Despite widespread acceptance that most psychiatric disorders are “diseases of the brain”
(1), the field of psychiatry has thus far failed to identify a single neurobiological marker that is diagnostic of a mental disorder
(2) . There are a number of potential advantages to including laboratory tests in diagnostic criteria. In contrast to the clinical signs and symptoms that form the basis for the current DSM criteria, laboratory tests are more objective
(3), would facilitate detection of mental disorders in primary care settings
(4), and would highlight the neurobiological basis of psychiatric disorders.
Although many candidate laboratory tests have been proposed over the years—for example, the dexamethasone suppression test
(5) and shortened REM latency for major depression
(6) —none has been found to be sufficiently sensitive and specific to be suitable for psychiatric diagnosis. However, despite these limitations, it may still be possible and indeed advantageous to include laboratory tests in at least some of the criteria sets in DSM-V. Many disorders in DSM-IV are defined polythetically, that is, a minimum number of items are required from a list of symptoms (e.g., three out of a list of seven symptoms for substance dependence). In polythetically defined disorders, the individual criteria vary in their sensitivity and specificity (for examples, see references
7 –
12 ). Consequently, rather than considering whether a laboratory test by itself is sufficiently sensitive and specific to make a particular psychiatric diagnosis, we should ask how well the laboratory test performs as compared to the other criteria used to define the disorder. A methodology for exploring this issue was established by a group of investigators including one of us
(13), using data from 1,138 psychiatric outpatients obtained through the Rhode Island Methods to Improve Diagnostic Assessment and Services (MIDAS) project. We demonstrated significant variability in the sensitivities and specificities for the symptom criteria for major depressive disorder. The sensitivity and specificity values ranged from 90.2% and 84.9%, respectively, for depressed mood down to 66.9% and 78.2% for appetite/weight disturbance. By contrast, a study examining all-night EEG sleep studies
(14) was able to correctly classify 82% of a mixed group of normal subjects, patients with primary depression, and patients with primary insomnia. Although these diagnostic efficiency statistics were determined in separate studies that used different definitions of depression, thereby limiting the validity of a direct comparison, it suggests the possibility that the diagnostic efficiency of EEG sleep analysis might perform as well as, or better than, some of the current symptom criteria for major depressive disorder. Potentially, the combination of clinical signs and symptoms and laboratory tests that optimally defines major depressive disorder (in terms of predictive validity of course and treatment response) could be determined and incorporated into the polythetic list of criteria for major depression.
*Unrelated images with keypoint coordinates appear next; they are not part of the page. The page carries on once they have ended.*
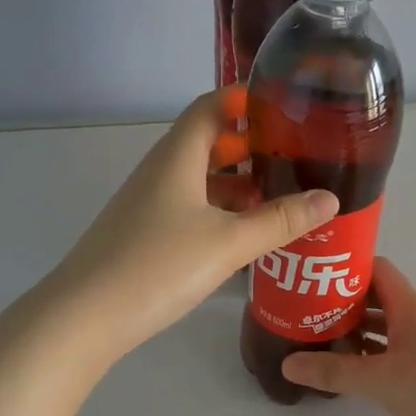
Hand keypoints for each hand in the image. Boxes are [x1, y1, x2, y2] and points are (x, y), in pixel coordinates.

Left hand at [42, 88, 337, 361]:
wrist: (85, 316)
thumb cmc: (158, 266)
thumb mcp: (228, 243)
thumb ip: (279, 221)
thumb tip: (330, 199)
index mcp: (177, 158)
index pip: (211, 107)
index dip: (245, 98)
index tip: (287, 103)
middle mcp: (161, 173)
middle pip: (207, 143)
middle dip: (250, 144)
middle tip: (295, 155)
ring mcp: (148, 205)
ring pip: (199, 180)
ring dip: (236, 183)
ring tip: (280, 196)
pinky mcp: (144, 235)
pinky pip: (190, 208)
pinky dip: (219, 211)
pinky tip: (243, 235)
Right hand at [279, 259, 415, 415]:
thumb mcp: (380, 382)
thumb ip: (333, 372)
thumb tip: (287, 364)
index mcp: (410, 306)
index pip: (375, 269)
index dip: (343, 268)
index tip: (309, 279)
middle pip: (376, 298)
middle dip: (341, 303)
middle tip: (302, 314)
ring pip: (385, 327)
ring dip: (355, 331)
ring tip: (318, 341)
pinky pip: (395, 350)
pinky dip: (372, 354)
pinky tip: (351, 370)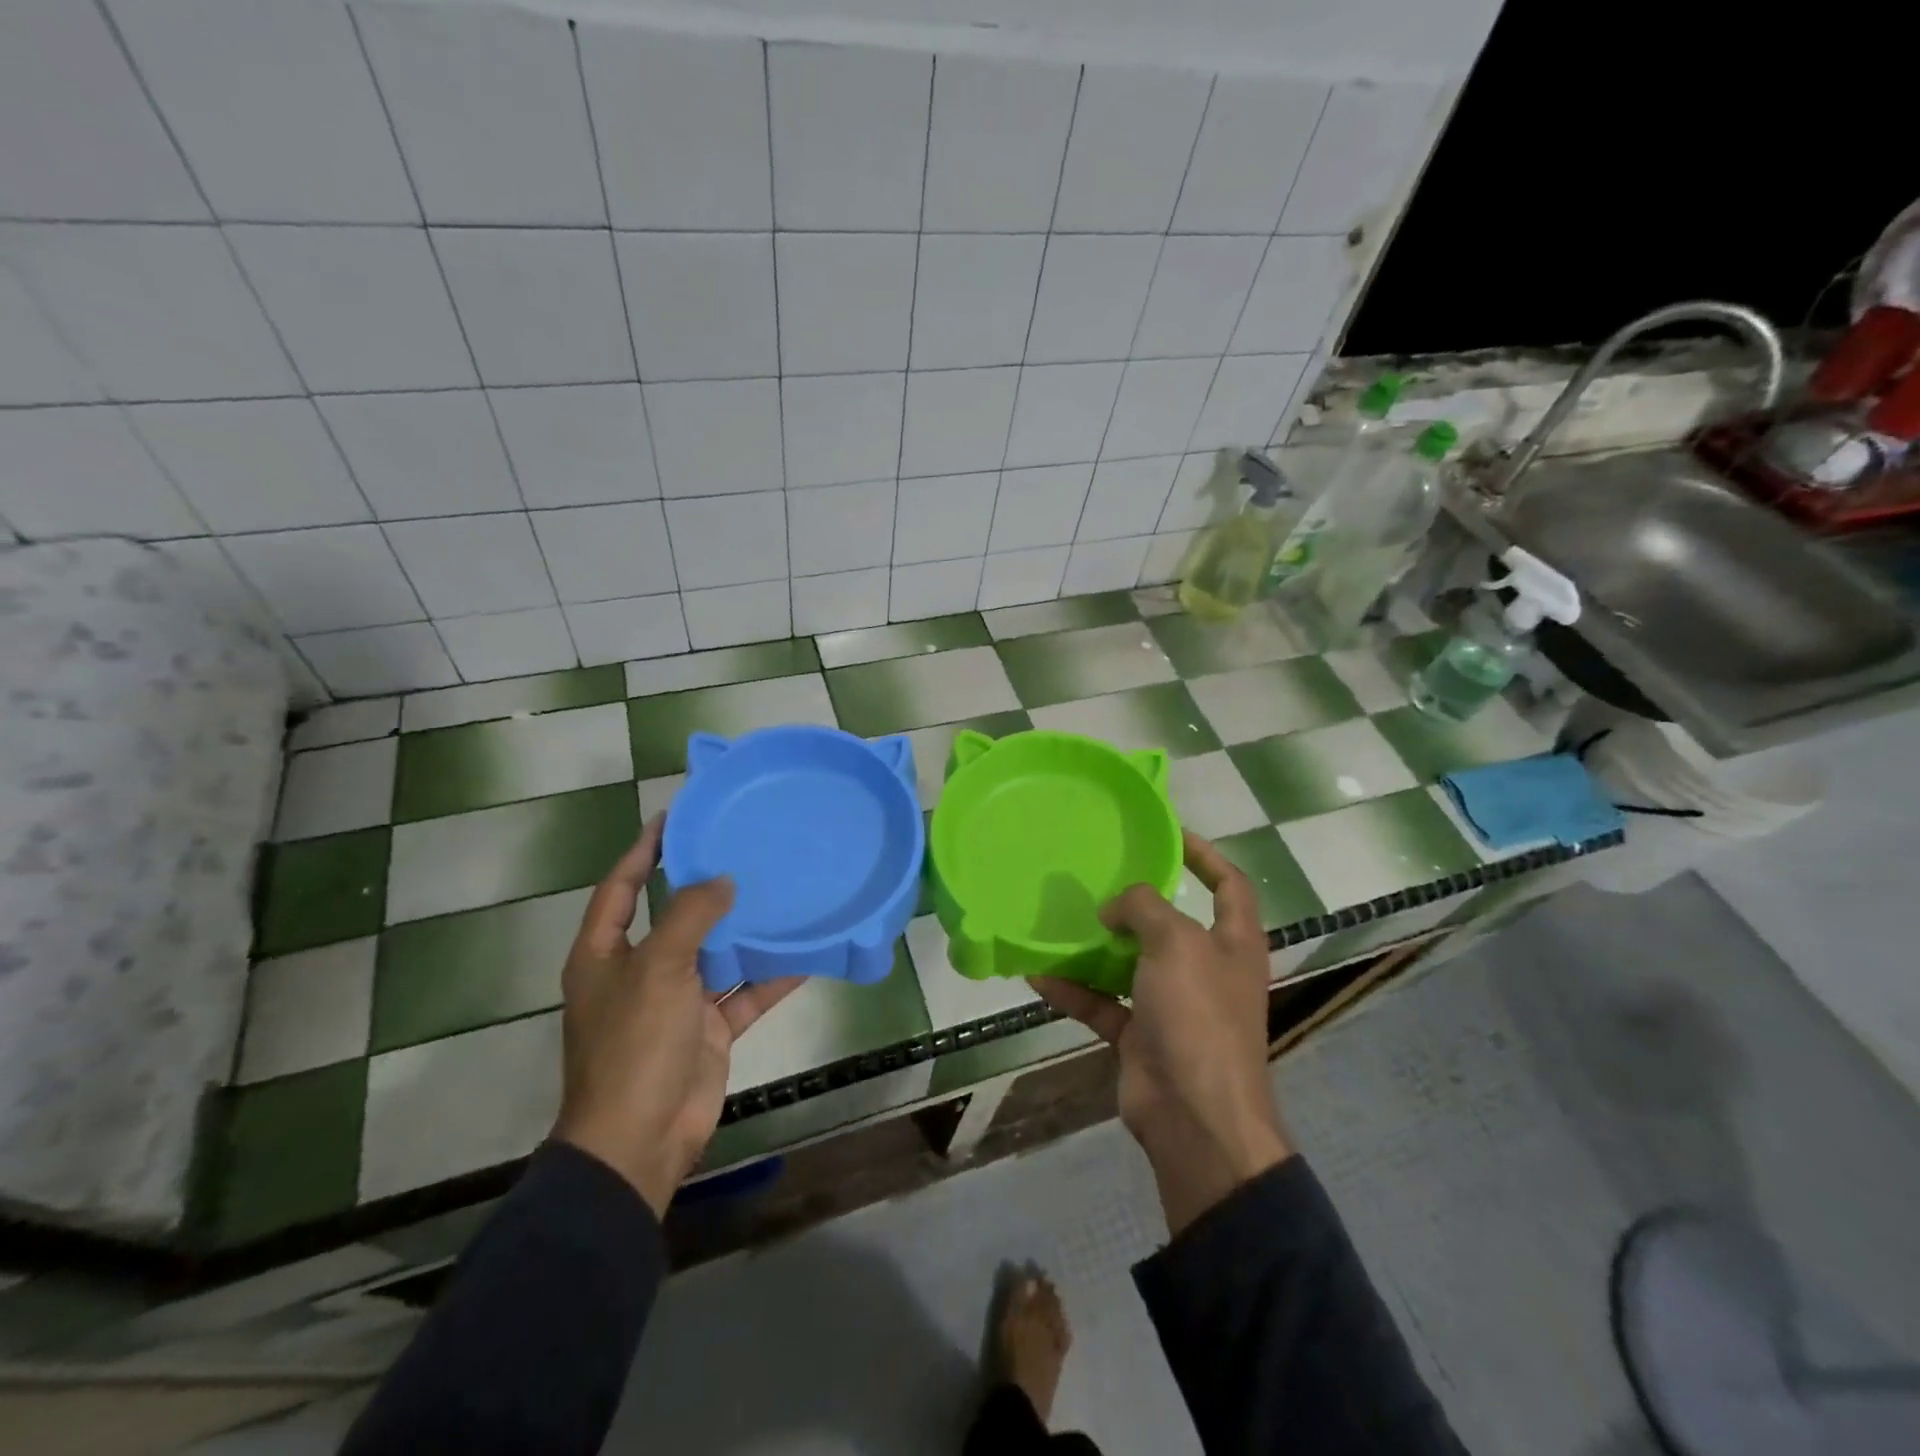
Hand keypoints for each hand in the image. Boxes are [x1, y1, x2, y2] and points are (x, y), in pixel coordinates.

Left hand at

During DSM-IV deliberations, practical concerns were raised about including laboratory test results in the definition of psychiatric disorders; this might render it impossible for a general clinician without access to the necessary laboratory equipment or facilities to make a psychiatric diagnosis
(15) . However, since polythetic criteria sets do not require the presence of any one particular item to make the diagnosis, the general clinician will still be able to make the diagnosis even if laboratory testing is not available.
Ultimately, the decision as to whether to include laboratory tests in DSM-V diagnostic criteria sets will require a careful balancing of the benefits versus costs. However, embedding laboratory tests with less-than-perfect diagnostic sensitivity and specificity parameters in polythetic criteria sets may finally allow the inclusion of objective laboratory tests into DSM-V diagnostic definitions.